» **Aim of the task**
Filter the records for "main" and keep each line that has it.

[Stored data]
[Start of section]

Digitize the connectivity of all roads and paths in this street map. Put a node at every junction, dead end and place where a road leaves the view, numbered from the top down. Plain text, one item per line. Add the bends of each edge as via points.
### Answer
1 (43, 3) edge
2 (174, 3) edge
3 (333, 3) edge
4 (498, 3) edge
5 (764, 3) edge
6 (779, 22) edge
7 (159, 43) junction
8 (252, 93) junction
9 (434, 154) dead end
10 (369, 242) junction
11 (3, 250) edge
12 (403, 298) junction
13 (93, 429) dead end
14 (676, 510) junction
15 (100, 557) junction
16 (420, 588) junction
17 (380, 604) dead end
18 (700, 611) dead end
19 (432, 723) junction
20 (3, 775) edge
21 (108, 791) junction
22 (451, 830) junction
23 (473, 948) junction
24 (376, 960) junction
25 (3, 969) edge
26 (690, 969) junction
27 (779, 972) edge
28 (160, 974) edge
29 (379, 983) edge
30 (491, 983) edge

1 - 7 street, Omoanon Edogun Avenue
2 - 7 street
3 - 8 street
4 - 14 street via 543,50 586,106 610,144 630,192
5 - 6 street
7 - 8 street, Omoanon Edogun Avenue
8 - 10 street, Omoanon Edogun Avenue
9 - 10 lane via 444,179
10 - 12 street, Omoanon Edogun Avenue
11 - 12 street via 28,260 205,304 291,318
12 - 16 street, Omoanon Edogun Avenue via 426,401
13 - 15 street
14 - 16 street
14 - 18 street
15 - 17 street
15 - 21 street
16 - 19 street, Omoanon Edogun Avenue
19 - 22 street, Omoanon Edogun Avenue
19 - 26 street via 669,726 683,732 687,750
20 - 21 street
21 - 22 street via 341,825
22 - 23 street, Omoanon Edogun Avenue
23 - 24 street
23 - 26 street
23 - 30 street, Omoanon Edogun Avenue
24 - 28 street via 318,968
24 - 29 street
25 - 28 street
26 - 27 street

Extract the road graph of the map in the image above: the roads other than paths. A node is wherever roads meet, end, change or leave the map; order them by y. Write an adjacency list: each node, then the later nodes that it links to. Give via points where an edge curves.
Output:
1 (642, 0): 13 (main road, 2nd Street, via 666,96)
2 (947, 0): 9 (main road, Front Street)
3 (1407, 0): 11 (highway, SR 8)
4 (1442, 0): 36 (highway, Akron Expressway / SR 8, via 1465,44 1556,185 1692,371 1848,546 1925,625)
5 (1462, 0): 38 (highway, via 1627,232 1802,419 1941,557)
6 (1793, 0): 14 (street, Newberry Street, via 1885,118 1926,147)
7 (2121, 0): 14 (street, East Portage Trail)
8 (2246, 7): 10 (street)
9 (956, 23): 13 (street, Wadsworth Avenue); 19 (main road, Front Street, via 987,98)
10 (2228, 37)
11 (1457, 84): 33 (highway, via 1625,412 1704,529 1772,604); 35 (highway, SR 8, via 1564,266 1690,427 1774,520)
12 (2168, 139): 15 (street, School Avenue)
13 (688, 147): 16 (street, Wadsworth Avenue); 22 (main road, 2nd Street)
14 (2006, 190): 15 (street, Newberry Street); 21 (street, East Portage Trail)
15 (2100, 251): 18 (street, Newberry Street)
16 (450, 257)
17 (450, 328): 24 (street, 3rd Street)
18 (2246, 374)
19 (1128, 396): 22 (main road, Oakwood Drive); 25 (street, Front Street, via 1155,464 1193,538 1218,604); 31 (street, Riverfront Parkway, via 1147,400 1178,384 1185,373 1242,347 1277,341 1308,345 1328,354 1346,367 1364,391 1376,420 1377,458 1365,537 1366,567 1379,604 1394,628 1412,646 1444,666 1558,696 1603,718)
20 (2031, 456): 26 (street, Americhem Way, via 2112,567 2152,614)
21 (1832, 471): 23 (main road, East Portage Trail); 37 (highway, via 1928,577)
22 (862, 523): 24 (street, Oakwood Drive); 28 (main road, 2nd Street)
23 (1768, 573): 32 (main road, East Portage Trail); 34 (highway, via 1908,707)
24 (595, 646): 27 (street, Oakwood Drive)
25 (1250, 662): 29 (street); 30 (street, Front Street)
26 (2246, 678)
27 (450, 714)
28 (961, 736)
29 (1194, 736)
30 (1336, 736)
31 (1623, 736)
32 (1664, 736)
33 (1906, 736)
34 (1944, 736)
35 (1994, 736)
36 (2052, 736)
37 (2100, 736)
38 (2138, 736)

[End of section]

» **Written response**
1 (642, 0): 13 (main road, 2nd Street, via 666,96)
2 (947, 0): 9 (main road, Front Street)
9 (956, 23): 13 (street, Wadsworth Avenue); 19 (main road, Front Street, via 987,98)
13 (688, 147): 16 (street, Wadsworth Avenue); 22 (main road, 2nd Street)
19 (1128, 396): 22 (main road, Oakwood Drive); 25 (street, Front Street, via 1155,464 1193,538 1218,604); 31 (street, Riverfront Parkway, via 1147,400 1178,384 1185,373 1242,347 1277,341 1308,345 1328,354 1346,367 1364,391 1376,420 1377,458 1365,537 1366,567 1379,604 1394,628 1412,646 1444,666 1558,696 1603,718)
21 (1832, 471): 23 (main road, East Portage Trail); 37 (highway, via 1928,577)
22 (862, 523): 24 (street, Oakwood Drive); 28 (main road, 2nd Street)
23 (1768, 573): 32 (main road, East Portage Trail); 34 (highway, via 1908,707)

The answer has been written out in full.